## WORK ORDER
The entries below should be copied exactly and completely.

[Collected data entries]

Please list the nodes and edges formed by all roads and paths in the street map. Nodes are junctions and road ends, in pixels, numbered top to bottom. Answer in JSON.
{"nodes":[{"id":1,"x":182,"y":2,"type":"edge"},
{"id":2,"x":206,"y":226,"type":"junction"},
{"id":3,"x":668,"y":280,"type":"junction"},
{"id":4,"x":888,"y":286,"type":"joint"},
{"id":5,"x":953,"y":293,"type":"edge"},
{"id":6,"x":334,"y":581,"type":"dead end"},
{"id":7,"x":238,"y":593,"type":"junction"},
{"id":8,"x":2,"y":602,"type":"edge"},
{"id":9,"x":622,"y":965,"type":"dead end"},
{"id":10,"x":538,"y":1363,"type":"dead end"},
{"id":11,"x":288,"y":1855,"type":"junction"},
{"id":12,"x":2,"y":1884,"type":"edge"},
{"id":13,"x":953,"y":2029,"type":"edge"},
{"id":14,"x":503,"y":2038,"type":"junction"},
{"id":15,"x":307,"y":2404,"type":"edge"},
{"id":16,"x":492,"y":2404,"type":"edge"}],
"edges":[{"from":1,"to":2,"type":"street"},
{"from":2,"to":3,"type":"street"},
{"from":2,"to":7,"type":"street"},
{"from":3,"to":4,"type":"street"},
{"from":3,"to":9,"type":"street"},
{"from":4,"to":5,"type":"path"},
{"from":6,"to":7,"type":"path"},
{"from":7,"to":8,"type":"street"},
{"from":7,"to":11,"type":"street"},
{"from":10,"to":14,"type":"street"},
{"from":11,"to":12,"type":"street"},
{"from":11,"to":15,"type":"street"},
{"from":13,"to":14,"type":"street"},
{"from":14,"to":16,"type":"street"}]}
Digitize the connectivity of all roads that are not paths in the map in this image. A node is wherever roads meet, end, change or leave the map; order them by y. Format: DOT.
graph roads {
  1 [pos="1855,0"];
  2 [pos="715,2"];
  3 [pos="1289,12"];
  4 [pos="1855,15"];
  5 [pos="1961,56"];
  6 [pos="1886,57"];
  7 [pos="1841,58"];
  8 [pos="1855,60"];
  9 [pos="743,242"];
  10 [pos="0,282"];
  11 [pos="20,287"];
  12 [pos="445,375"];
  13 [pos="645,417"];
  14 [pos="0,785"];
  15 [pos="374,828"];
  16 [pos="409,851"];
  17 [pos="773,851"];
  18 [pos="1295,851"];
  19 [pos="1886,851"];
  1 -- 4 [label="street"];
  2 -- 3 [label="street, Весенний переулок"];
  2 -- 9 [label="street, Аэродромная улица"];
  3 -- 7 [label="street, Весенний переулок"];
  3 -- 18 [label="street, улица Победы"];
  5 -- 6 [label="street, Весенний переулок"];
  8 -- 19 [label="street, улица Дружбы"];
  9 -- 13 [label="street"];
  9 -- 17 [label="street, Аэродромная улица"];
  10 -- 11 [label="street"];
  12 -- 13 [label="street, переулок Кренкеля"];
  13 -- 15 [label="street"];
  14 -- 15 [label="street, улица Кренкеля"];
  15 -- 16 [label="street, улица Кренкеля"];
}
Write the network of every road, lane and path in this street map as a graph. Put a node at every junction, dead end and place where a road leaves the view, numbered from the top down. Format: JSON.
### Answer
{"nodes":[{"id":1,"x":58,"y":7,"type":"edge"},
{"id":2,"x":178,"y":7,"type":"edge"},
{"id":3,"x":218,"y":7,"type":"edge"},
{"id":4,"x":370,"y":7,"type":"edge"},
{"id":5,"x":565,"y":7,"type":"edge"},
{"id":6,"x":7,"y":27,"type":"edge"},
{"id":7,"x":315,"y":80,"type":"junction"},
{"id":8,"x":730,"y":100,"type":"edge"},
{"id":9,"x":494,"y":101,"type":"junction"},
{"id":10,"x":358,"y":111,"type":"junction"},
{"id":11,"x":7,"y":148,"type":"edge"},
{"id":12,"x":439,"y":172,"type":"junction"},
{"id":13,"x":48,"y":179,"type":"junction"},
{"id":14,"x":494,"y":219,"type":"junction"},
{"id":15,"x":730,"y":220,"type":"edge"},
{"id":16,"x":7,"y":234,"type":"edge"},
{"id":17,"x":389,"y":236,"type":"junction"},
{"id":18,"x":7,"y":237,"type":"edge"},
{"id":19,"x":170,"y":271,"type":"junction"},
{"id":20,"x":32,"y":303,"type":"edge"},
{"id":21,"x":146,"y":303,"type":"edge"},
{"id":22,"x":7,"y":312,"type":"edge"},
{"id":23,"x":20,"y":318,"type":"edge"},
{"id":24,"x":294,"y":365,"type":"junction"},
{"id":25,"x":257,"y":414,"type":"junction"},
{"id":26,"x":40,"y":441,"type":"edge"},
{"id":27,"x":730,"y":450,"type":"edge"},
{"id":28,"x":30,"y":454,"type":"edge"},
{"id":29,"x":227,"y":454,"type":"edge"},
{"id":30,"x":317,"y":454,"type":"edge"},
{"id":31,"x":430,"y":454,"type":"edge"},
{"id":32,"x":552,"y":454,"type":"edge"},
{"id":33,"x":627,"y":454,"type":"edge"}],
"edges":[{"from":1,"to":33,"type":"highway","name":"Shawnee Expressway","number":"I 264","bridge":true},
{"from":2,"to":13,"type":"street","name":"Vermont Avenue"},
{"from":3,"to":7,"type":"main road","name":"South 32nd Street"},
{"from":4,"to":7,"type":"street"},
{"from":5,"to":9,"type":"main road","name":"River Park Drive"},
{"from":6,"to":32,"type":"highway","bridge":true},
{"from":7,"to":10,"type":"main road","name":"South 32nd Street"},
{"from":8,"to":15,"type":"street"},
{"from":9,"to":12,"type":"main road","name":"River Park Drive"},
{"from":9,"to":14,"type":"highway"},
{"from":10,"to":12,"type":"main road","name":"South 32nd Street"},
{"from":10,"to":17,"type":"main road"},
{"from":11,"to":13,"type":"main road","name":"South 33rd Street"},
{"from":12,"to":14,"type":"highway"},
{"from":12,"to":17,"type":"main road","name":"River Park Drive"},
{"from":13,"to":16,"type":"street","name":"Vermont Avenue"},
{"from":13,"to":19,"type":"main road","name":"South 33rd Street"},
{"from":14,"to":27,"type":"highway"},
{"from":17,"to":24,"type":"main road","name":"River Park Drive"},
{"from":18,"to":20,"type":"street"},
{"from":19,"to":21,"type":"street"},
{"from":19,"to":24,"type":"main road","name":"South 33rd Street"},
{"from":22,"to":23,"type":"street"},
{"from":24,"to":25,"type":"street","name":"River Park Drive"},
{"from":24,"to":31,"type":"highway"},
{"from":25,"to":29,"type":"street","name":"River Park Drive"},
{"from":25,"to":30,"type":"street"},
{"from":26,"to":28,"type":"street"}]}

## SOLUTION
Please list the nodes and edges formed by all roads and paths in the street map. Nodes are junctions and road ends, in pixels, numbered top to bottom. Answer in JSON.
{"nodes":[{"id":1,"x":182,"y":2,"type":"edge"},
{"id":2,"x":206,"y":226,"type":"junction"},
{"id":3,"x":668,"y":280,"type":"junction"},
{"id":4,"x":888,"y":286,"type":"joint"},
{"id":5,"x":953,"y":293,"type":"edge"},
{"id":6,"x":334,"y":581,"type":"dead end"},
{"id":7,"x":238,"y":593,"type":"junction"},
{"id":8,"x":2,"y":602,"type":"edge"},
{"id":9,"x":622,"y":965,"type":"dead end"},
{"id":10,"x":538,"y":1363,"type":"dead end"},
{"id":11,"x":288,"y":1855,"type":"junction"},
{"id":12,"x":2,"y":1884,"type":"edge"},
{"id":13,"x":953,"y":2029,"type":"edge"},
{"id":14,"x":503,"y":2038,"type":"junction"},
{"id":15,"x":307,"y":2404,"type":"edge"},
{"id":16,"x":492,"y":2404,"type":"edge"}],
"edges":[{"from":1,"to":2,"type":"street"},
{"from":2,"to":3,"type":"street"},
{"from":2,"to":7,"type":"street"},
{"from":3,"to":4,"type":"street"},
{"from":3,"to":9,"type":"street"},
{"from":4,"to":5,"type":"path"},
{"from":6,"to":7,"type":"path"},
{"from":7,"to":8,"type":"street"},
{"from":7,"to":11,"type":"street"},
{"from":10,"to":14,"type":"street"},
{"from":11,"to":12,"type":"street"},
{"from":11,"to":15,"type":"street"},
{"from":13,"to":14,"type":"street"},
{"from":14,"to":16,"type":"street"}]}
Digitize the connectivity of all roads that are not paths in the map in this image. A node is wherever roads meet, end, change or leave the map; order them by y. Format: DOT.
graph roads {
  1 [pos="1855,0"];
  2 [pos="715,2"];
  3 [pos="1289,12"];
  4 [pos="1855,15"];
  5 [pos="1961,56"];
  6 [pos="1886,57"];
  7 [pos="1841,58"];
  8 [pos="1855,60"];
  9 [pos="743,242"];
  10 [pos="0,282"];
  11 [pos="20,287"];
  12 [pos="445,375"];
  13 [pos="645,417"];
  14 [pos="0,785"];
  15 [pos="374,828"];
  16 [pos="409,851"];
  17 [pos="773,851"];
  18 [pos="1295,851"];
  19 [pos="1886,851"];
  1 -- 4 [label="street"];
  2 -- 3 [label="street, Весенний переулок"];
  2 -- 9 [label="street, Аэродромная улица"];
  3 -- 7 [label="street, Весенний переулок"];
  3 -- 18 [label="street, улица Победы"];
  5 -- 6 [label="street, Весенний переулок"];
  8 -- 19 [label="street, улица Дружбы"];
  9 -- 13 [label="street"];
  9 -- 17 [label="street, Аэродромная улица"];
  10 -- 11 [label="street"];
  12 -- 13 [label="street, переулок Кренкеля"];
  13 -- 15 [label="street"];
  14 -- 15 [label="street, улица Кренкеля"];
  15 -- 16 [label="street, улица Кренкеля"];
}
Write the network of every road, lane and path in this street map as a graph. Put a node at every junction, dead end and place where a road leaves the view, numbered from the top down. Format: JSON.
### Answer
{"nodes":[{"id":1,"x":58,"y":7,"type":"edge"},
{"id":2,"x":178,"y":7,"type":"edge"},
{"id":3,"x":218,"y":7,"type":"edge"},
{"id":4,"x":370,"y":7,"type":"edge"},
{"id":5,"x":565,"y":7,"type":"edge"},
{"id":6,"x":7,"y":27,"type":"edge"},
{"id":7,"x":315,"y":80,"type":"junction"},
{"id":8,"x":730,"y":100,"type":"edge"},
{"id":9,"x":494,"y":101,"type":"junction"},
{"id":10,"x":358,"y":111,"type":"junction"},
{"id":11,"x":7,"y":148,"type":"edge"},
{"id":12,"x":439,"y":172,"type":"junction"},
{"id":13,"x":48,"y":179,"type":"junction"},
{"id":14,"x":494,"y":219,"type":"junction"},
{"id":15,"x":730,"y":220,"type":"edge"},
{"id":16,"x":7,"y":234,"type":"edge"},
{"id":17,"x":389,"y":236,"type":"junction"},
{"id":18,"x":7,"y":237,"type":"edge"},
{"id":19,"x":170,"y":271,"type":"junction"},
{"id":20,"x":32,"y":303,"type":"edge"},
{"id":21,"x":146,"y":303,"type":"edge"},
{"id":22,"x":7,"y":312,"type":"edge"},
{"id":23,"x":20,"y":318,"type":"edge"},
{"id":24,"x":294,"y":365,"type":"junction"},
{"id":25,"x":257,"y":414,"type":"junction"},
{"id":26,"x":40,"y":441,"type":"edge"},
{"id":27,"x":730,"y":450,"type":"edge"},
{"id":28,"x":30,"y":454,"type":"edge"},
{"id":29,"x":227,"y":454,"type":"edge"},
{"id":30,"x":317,"y":454,"type":"edge"},
{"id":31,"x":430,"y":454,"type":"edge"},
{"id":32,"x":552,"y":454,"type":"edge"},
{"id":33,"x":627,"y":454,"type":"edge"}],
"edges":[{"from":1,"to":33,"type":"highway","name":"Shawnee Expressway","number":"I 264","bridge":true},
{"from":2,"to":13,"type":"street","name":"Vermont Avenue"},
{"from":3,"to":7,"type":"main road","name":"South 32nd Street"},
{"from":4,"to":7,"type":"street"},
{"from":5,"to":9,"type":"main road","name":"River Park Drive"},
{"from":6,"to":32,"type":"highway","bridge":true},
{"from":7,"to":10,"type":"main road","name":"South 32nd Street"},
{"from":8,"to":15,"type":"street"},
{"from":9,"to":12,"type":"main road","name":"River Park Drive"},
{"from":9,"to":14,"type":"highway"},
{"from":10,"to":12,"type":"main road","name":"South 32nd Street"},
{"from":10,"to":17,"type":"main road"},
{"from":11,"to":13,"type":"main road","name":"South 33rd Street"},
{"from":12,"to":14,"type":"highway"},
{"from":12,"to":17,"type":"main road","name":"River Park Drive"},
{"from":13,"to":16,"type":"street","name":"Vermont Avenue"},
{"from":13,"to":19,"type":"main road","name":"South 33rd Street"},
{"from":14,"to":27,"type":"highway"},
{"from":17,"to":24,"type":"main road","name":"River Park Drive"},
{"from":18,"to":20,"type":"street"},
{"from":19,"to":21,"type":"street"},
{"from":19,"to":24,"type":"main road","name":"South 33rd Street"},
{"from":22,"to":23,"type":"street"},
{"from":24,"to":25,"type":"street","name":"River Park Drive"},
{"from":24,"to":31,"type":"highway"},
{"from":25,"to":29,"type":"street","name":"River Park Drive"},
{"from":25,"to":30,"type":"street"},
{"from":26,"to":28,"type":"street"}]}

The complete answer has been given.